*SUPPLIED DATA:*
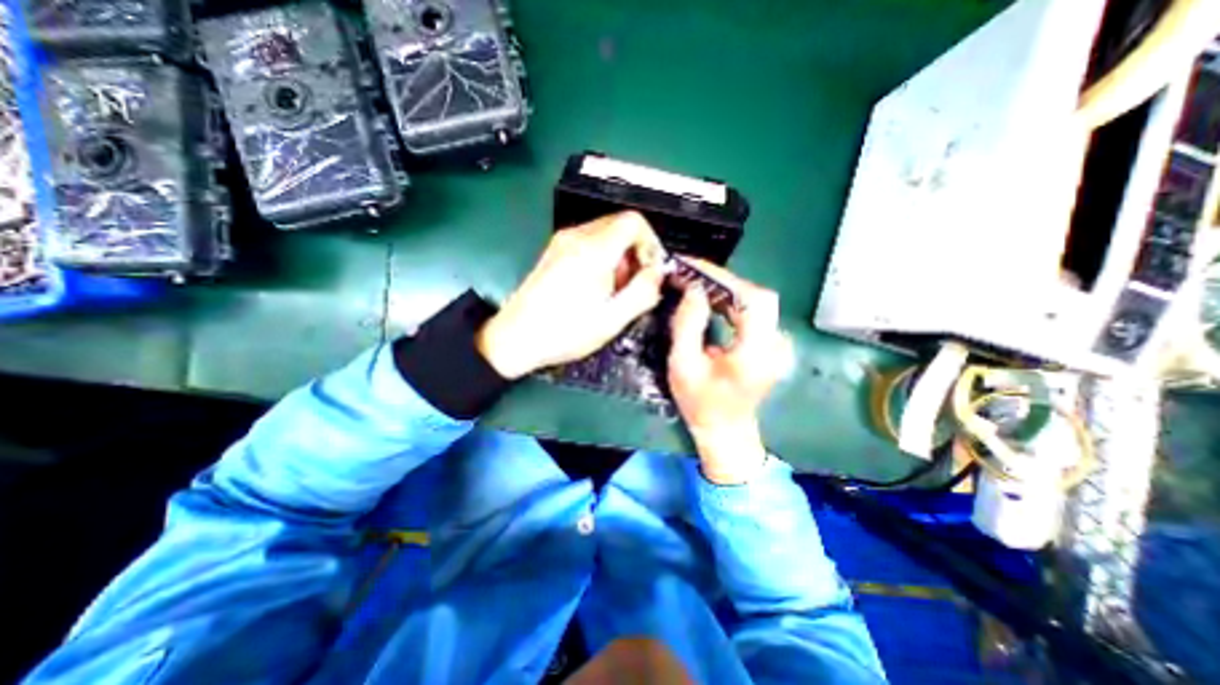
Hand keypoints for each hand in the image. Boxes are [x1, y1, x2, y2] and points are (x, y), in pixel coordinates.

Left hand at [475, 213, 666, 379]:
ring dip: (618, 255)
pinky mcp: (554, 250)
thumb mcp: (613, 319)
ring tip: (612, 290)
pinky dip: (602, 256)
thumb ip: (643, 292)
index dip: (651, 242)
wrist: (516, 337)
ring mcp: (562, 241)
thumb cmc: (565, 332)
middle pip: (620, 224)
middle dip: (635, 251)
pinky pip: (588, 241)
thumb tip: (657, 273)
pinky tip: (594, 286)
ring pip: (605, 232)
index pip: (634, 221)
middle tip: (631, 284)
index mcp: (594, 250)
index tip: (649, 270)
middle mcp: (576, 236)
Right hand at [663, 260, 786, 484]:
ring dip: (725, 289)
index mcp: (757, 353)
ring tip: (695, 283)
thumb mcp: (683, 366)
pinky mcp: (772, 343)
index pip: (752, 299)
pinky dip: (732, 300)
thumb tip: (693, 289)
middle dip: (721, 281)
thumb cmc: (700, 403)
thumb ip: (687, 325)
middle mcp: (776, 345)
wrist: (725, 430)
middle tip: (690, 274)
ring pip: (756, 300)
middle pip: (756, 296)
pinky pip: (754, 311)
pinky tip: (711, 299)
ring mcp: (778, 344)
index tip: (694, 267)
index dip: (724, 278)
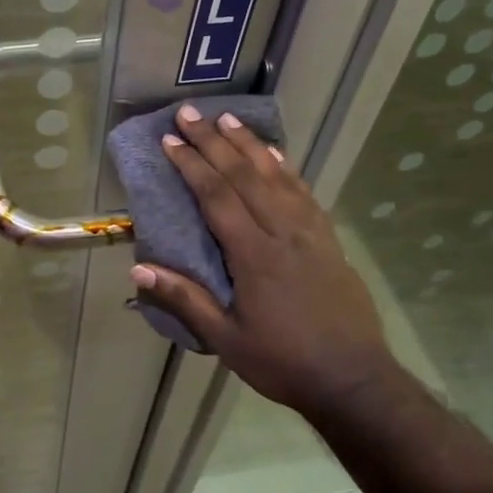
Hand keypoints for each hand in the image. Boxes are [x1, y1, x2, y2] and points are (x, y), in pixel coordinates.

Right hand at [132, 106, 386, 419]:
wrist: (354, 379)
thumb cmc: (283, 362)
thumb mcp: (227, 340)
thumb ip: (185, 300)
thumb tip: (139, 270)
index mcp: (254, 256)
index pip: (217, 197)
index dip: (192, 165)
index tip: (171, 140)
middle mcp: (283, 232)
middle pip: (245, 176)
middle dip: (214, 142)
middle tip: (190, 114)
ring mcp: (311, 233)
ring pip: (276, 176)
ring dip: (249, 145)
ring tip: (228, 119)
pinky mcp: (329, 240)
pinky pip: (304, 192)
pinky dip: (285, 168)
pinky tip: (275, 155)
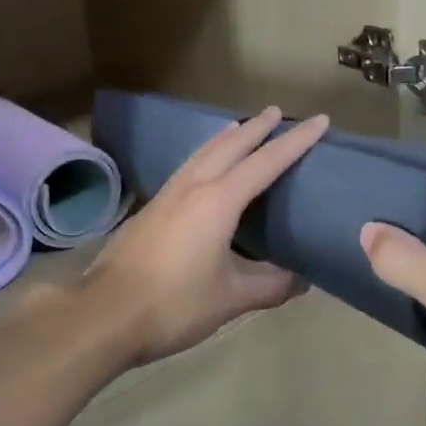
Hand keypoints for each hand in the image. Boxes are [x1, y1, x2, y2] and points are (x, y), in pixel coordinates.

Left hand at [83, 106, 328, 365]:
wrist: (106, 314)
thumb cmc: (175, 304)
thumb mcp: (232, 298)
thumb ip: (271, 285)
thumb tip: (303, 279)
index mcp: (218, 202)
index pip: (266, 162)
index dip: (295, 142)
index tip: (319, 120)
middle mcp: (193, 187)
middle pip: (230, 145)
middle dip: (256, 127)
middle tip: (277, 111)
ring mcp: (167, 195)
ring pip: (202, 153)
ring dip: (226, 137)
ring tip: (241, 127)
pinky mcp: (151, 209)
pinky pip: (187, 168)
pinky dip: (205, 155)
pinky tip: (204, 168)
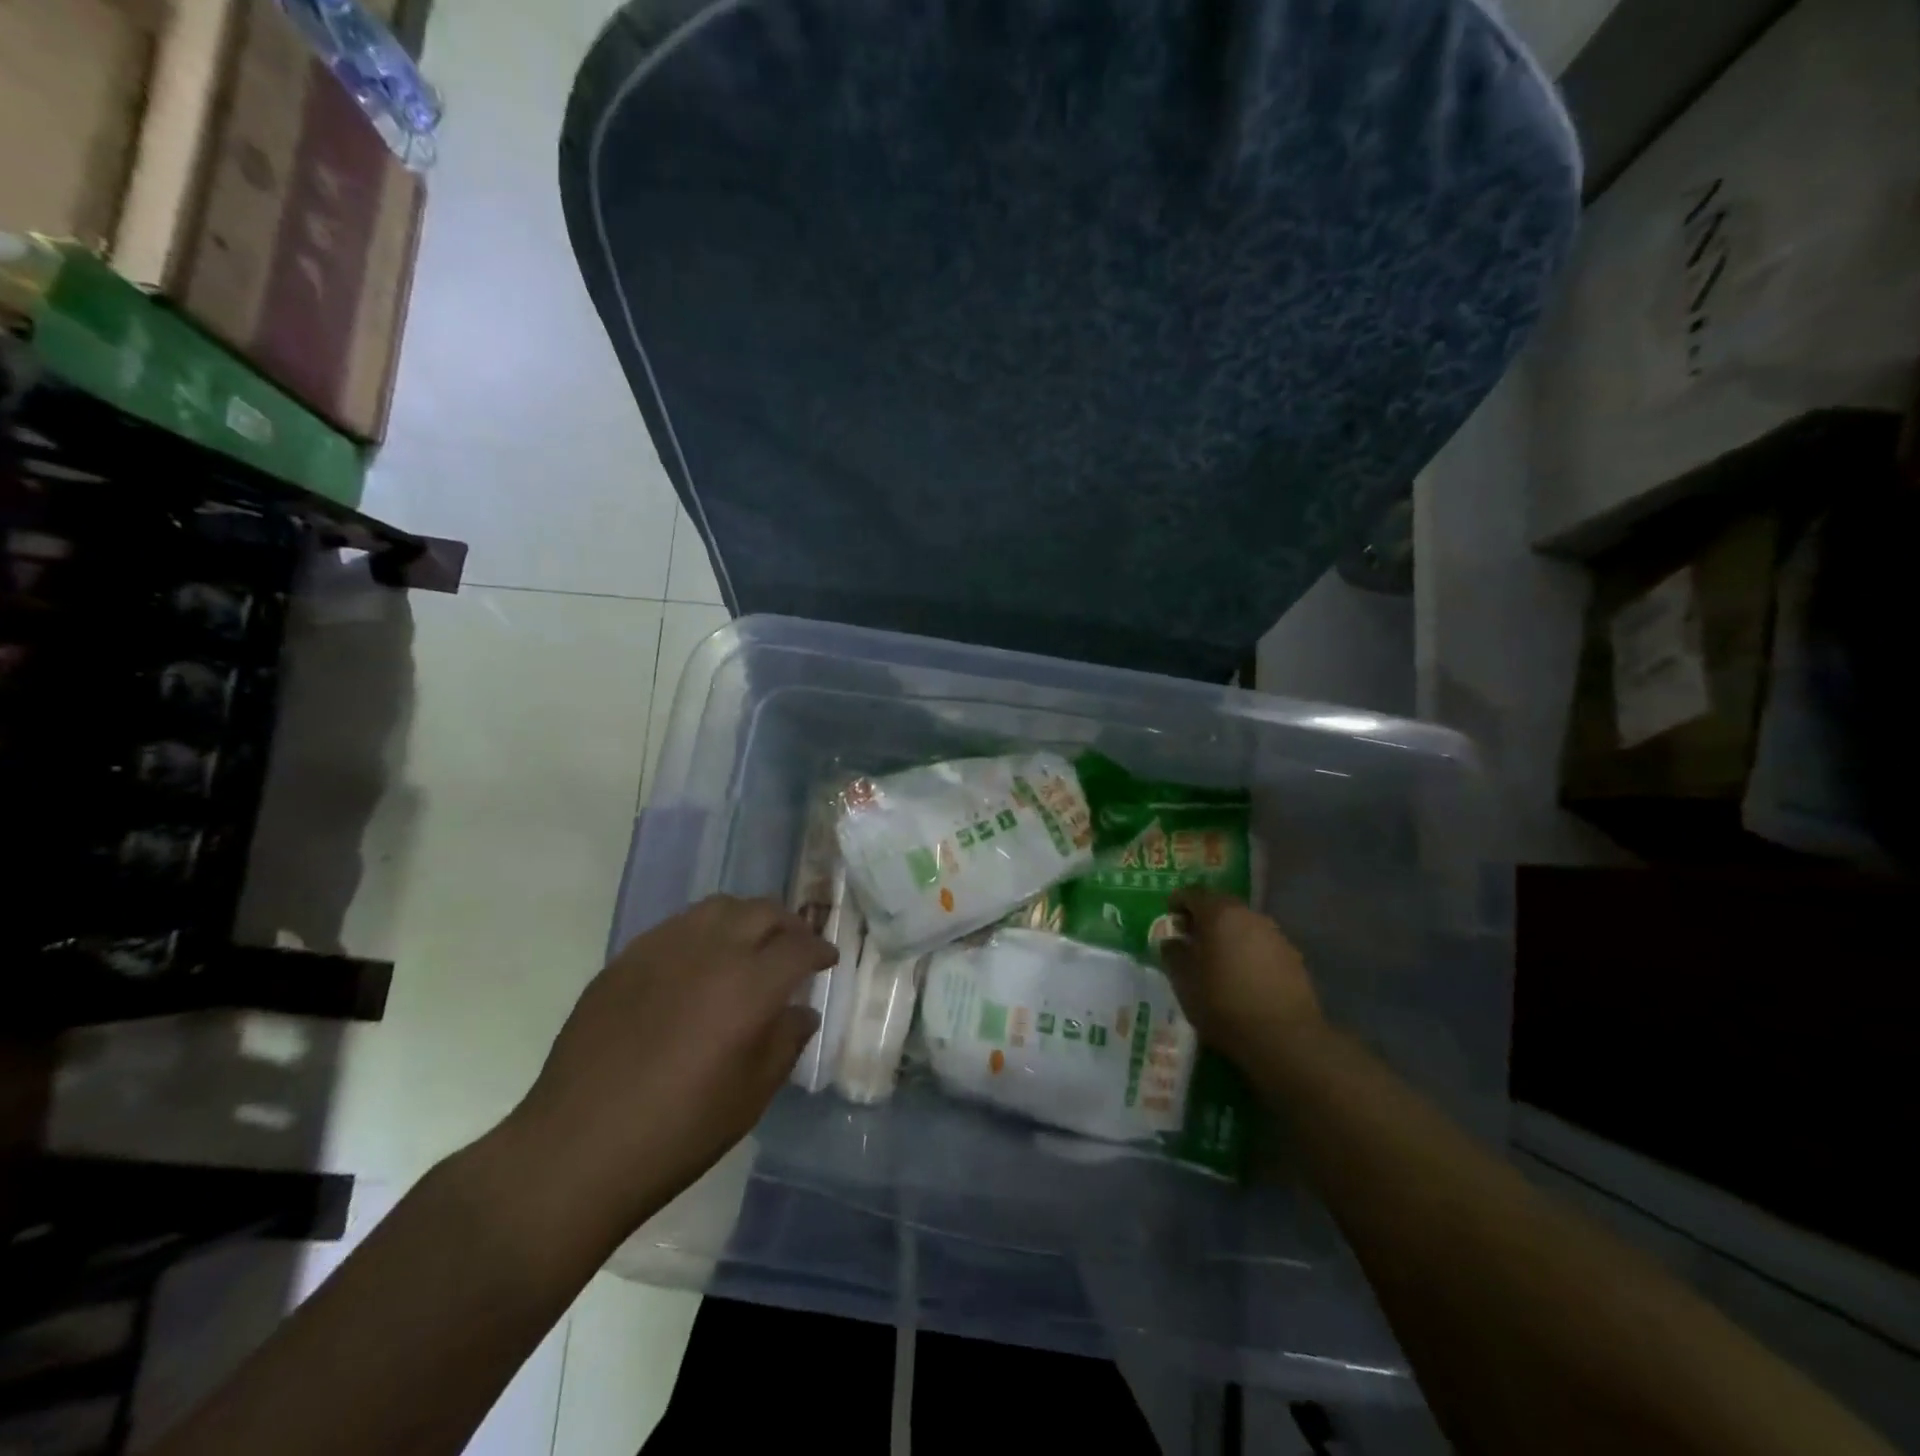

*WHAT TO DO:* Exact copy, pictures excluded: restate every record above word for word.

*COMPLETED TASK:*
Hand keypoints for each hand in the image. Boxes are [x1, y1, x2, y2] and points are (x, y), in pixel coordinates.

Left hand at [475, 213, 666, 379]:
ring dip: (618, 255)
pinky mcp: (554, 250)
thumb mcp: (613, 319)
ring tip: (612, 290)
pinky dip: (602, 256)
thumb ip: (643, 292)
index dip: (651, 242)
wrist: (516, 337)
ring mcp: (562, 241)
thumb cmc: (565, 332)
middle pip: (620, 224)
middle dip: (635, 251)
pinky pip: (588, 241)
thumb tip: (657, 273)
pinky tip: (594, 286)
ring pip: (605, 232)
index pip: (634, 221)
middle tip: (631, 284)
index mcp: (594, 250)
index tip: (649, 270)
middle mcp: (576, 236)
Right hand at [663, 260, 786, 484]:
ring dip: (725, 289)
index mcp: (757, 353)
ring tip: (695, 283)
thumb mcp: (683, 366)
pinky mcp: (772, 343)
index pip: (752, 299)
pinky dip: (732, 300)
thumb tip: (693, 289)
middle dip: (721, 281)
thumb cmc: (700, 403)
thumb ip: (687, 325)
middle mcp: (776, 345)
wrist: (725, 430)
middle tip: (690, 274)
ring pip: (756, 300)
middle pip: (756, 296)
pinky pip: (754, 311)
pinky tip: (711, 299)
ring mcp: (778, 344)
index tip: (694, 267)
index dip: (724, 278)
Hand keypoints for each hand in the image. Boxes are [x1, y1, x2, y2] and points are (x, y), in pixel coordinates.

Right hand at [132, 106, 386, 419]:
wrist: (354, 379)
thumb cmc: (283, 362)
thumb mcp: (227, 340)
thumb ip: (185, 300)
thumb tip: (139, 270)
index mcp: (254, 256)
index pip: (217, 197)
index dip: (192, 165)
index tip: (171, 140)
middle mcp: (283, 232)
middle pip: (245, 176)
middle dip: (214, 142)
middle tip: (190, 114)
ring mcp: (311, 233)
ring pip: (276, 176)
ring dip: (249, 145)
ring tip: (228, 119)
pinky mcp: (329, 240)
pinky pip: (304, 192)
pinky dip: (285, 168)
pinky tip: (275, 155)
Hand keypoints for each hand in the image. Boxes are [x1, y1, x2, y2] and points are (x, y), in pixel coordinates.

Left hand at [83, 106, 328, 365]:
wrist: (106, 314)
thumb cmc: (175, 304)
thumb mcp: (232, 298)
thumb ip: (271, 285)
thumb tip: (303, 279)
index mcp: (218, 202)
index pip: (266, 162)
index dip: (295, 142)
index tip: (319, 120)
middle mcp: (193, 187)
middle pip: (230, 145)
middle dip: (256, 127)
middle tip: (277, 111)
ring mcp: (167, 195)
ring pip: (202, 153)
ring dip: (226, 137)
ring tip: (241, 127)
pinky mcp: (151, 209)
pinky pip: (187, 168)
pinky dip: (205, 155)
pinky tip: (204, 168)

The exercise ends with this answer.